Emergency War Surgery NATO Handbook: Part I: Types of Wounds and Injuries: Chapter III: Burn Injury
Electric Injury
United States Department of Defense
Although the pathologic change resulting from electric injury is coagulation necrosis, the extent and severity of such injury may initially be seriously underestimated. Limited areas of cutaneous necrosis may be evident at points of entry, exit, or arcing, yet be associated with extensive, subcutaneous, deep tissue involvement, leading to an inappropriate estimation of resuscitation fluid requirements. This "iceberg" effect also may necessitate the performance of fasciotomy rather than escharotomy to insure viability of distal unburned parts. The prophylactic use of an osmotic diuretic may be indicated because of extensive muscle necrosis with consequent liberation of hemochromogens.

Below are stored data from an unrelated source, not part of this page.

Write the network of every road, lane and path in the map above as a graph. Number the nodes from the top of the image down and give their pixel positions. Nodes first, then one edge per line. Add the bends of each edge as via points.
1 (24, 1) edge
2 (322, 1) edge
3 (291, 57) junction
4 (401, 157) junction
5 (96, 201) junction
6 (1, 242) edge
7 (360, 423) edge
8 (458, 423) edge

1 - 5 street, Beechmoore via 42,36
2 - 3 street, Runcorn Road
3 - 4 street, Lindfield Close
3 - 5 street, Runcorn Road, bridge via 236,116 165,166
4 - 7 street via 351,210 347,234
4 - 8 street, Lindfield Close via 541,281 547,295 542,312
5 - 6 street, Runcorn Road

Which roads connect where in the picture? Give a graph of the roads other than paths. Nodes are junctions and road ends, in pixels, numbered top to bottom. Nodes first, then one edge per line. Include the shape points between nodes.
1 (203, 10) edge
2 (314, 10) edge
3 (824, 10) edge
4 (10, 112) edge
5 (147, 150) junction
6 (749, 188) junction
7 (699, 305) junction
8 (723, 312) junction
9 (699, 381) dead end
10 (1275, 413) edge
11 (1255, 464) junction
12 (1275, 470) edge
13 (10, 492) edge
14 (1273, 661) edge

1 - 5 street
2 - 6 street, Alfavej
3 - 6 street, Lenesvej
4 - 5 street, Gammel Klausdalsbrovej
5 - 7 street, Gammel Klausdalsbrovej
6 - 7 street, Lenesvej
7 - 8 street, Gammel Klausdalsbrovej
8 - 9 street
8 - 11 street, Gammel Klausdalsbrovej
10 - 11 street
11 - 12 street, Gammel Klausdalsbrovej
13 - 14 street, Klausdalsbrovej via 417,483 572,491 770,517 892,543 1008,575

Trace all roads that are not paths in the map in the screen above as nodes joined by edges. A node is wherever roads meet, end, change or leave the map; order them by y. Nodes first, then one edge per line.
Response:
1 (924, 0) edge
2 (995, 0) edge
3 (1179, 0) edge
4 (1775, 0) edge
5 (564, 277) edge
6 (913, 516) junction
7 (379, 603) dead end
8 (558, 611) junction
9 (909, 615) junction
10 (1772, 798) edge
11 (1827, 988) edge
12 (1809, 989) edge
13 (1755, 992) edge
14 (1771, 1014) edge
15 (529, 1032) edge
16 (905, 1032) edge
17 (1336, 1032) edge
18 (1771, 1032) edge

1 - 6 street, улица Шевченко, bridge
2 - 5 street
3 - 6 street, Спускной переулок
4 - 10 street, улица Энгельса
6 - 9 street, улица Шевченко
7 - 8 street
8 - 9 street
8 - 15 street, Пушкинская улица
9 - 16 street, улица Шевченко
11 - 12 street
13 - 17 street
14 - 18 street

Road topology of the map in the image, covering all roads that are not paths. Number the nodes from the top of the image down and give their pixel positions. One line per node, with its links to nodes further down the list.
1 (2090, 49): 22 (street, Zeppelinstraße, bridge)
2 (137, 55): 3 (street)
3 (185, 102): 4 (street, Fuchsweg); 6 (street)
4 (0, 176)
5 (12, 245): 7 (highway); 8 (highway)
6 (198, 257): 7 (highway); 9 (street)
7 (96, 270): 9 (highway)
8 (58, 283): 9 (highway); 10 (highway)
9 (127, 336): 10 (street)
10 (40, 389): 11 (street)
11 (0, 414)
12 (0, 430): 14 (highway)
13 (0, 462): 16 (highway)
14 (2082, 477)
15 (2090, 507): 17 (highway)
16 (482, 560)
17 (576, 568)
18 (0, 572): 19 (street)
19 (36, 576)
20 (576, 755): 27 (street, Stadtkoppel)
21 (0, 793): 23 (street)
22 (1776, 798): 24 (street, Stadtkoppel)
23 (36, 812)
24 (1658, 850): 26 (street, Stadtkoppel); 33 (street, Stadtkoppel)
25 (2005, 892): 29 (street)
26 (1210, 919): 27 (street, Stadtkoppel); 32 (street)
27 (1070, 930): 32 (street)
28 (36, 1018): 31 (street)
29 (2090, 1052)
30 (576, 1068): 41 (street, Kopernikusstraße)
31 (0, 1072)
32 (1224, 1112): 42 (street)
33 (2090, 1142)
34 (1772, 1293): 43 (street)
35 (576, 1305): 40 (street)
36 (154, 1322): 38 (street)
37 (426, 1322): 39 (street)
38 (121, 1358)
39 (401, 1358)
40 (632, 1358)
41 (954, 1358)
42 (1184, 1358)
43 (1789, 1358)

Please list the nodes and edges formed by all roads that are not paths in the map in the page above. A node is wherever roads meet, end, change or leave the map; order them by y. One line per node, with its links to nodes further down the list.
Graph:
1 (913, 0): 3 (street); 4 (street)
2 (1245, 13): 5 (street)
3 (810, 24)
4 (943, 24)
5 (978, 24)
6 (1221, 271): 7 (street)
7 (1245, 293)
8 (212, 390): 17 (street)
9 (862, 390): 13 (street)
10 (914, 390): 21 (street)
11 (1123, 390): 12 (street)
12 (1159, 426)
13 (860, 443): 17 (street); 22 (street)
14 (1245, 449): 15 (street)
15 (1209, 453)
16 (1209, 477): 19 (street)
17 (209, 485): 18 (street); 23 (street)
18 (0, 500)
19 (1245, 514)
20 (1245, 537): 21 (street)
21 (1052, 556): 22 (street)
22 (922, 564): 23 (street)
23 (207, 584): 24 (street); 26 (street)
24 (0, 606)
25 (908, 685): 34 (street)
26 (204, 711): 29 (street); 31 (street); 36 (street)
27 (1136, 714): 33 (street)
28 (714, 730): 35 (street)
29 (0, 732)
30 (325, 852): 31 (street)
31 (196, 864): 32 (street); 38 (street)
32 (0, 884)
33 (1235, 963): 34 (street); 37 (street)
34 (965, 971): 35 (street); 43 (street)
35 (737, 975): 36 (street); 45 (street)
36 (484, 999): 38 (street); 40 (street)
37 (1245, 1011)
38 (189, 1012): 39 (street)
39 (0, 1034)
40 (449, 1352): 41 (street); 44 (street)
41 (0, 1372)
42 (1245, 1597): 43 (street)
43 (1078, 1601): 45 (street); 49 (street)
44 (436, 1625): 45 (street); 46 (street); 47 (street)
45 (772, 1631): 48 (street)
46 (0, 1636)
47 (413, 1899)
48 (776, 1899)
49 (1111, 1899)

The presence of brawny, deep induration in a limb involved in electric injury, with signs of vascular impairment, indicates a need for fasciotomy. Approximately one-third of all patients with significant electric injury of the extremities will require amputation. This procedure should be delayed until resuscitation has been completed unless signs of systemic toxicity develop. Amputations in this situation as in any thermal injury should be consistent with conservative principles of limb salvage and should be carried out by disarticulation without opening a narrow cavity in the presence of the contaminated burn wound. Because of the difficulty of accurately distinguishing viable and nonviable tissue at the time of initial debridement, patients with high-voltage electric injury should be returned to the operating room 24 hours or, at the most, 48 hours following initial debridement. At the time of reoperation, further debridement is carried out as is necessary or, if no further necrotic tissue is identified, the wound may be loosely closed over tissue drains.